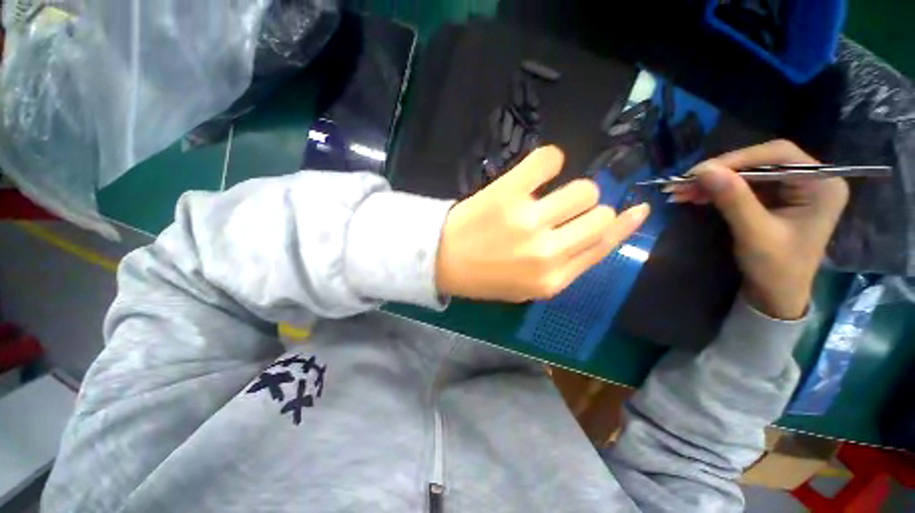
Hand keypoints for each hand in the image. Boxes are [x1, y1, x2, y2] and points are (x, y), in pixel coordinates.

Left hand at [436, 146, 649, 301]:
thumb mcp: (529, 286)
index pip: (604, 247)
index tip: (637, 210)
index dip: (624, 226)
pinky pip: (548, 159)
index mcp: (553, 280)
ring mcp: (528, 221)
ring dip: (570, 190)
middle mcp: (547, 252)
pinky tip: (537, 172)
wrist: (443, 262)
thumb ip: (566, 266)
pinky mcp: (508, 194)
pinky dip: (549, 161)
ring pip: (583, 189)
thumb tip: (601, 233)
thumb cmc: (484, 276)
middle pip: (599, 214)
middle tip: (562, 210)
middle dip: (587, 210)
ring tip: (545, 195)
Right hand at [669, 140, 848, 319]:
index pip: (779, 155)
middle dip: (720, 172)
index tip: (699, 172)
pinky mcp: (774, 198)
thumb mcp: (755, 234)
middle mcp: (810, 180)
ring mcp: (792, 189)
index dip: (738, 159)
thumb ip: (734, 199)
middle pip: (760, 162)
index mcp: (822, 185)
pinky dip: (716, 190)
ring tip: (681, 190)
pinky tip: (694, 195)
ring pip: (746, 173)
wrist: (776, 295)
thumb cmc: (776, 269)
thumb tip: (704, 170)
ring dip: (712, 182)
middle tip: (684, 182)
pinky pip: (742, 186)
——————
*Work request:* All lines from the one containing "pinky mcp: (508, 194)" to the end of the data above are to be set down exactly; no others belong in the answer.

*Your solution:*
pinky mcp: (508, 194)
pinky dip: (549, 161)
ring pip: (583, 189)
thumb tip: (601, 233)
thumb cmc: (484, 276)
middle pip: (599, 214)
middle tip: (562, 210)
middle dip: (587, 210)
ring tip: (545, 195)
Right hand at [669, 140, 848, 319]:
index pip: (779, 155)
middle dip: (720, 172)
index tip: (699, 172)
pinky mcp: (774, 198)
thumb mcp: (755, 234)
middle mcp: (810, 180)
ring mcp: (792, 189)
index dip: (738, 159)
thumb ip: (734, 199)
middle pip: (760, 162)
index mcp: (822, 185)
pinky dip: (716, 190)
ring tip: (681, 190)
pinky tip: (694, 195)
ring pip: (746, 173)
wrist: (776, 295)
thumb cmc: (776, 269)
thumb tip: (704, 170)
ring dip: (712, 182)
middle tip: (684, 182)
pinky pip: (742, 186)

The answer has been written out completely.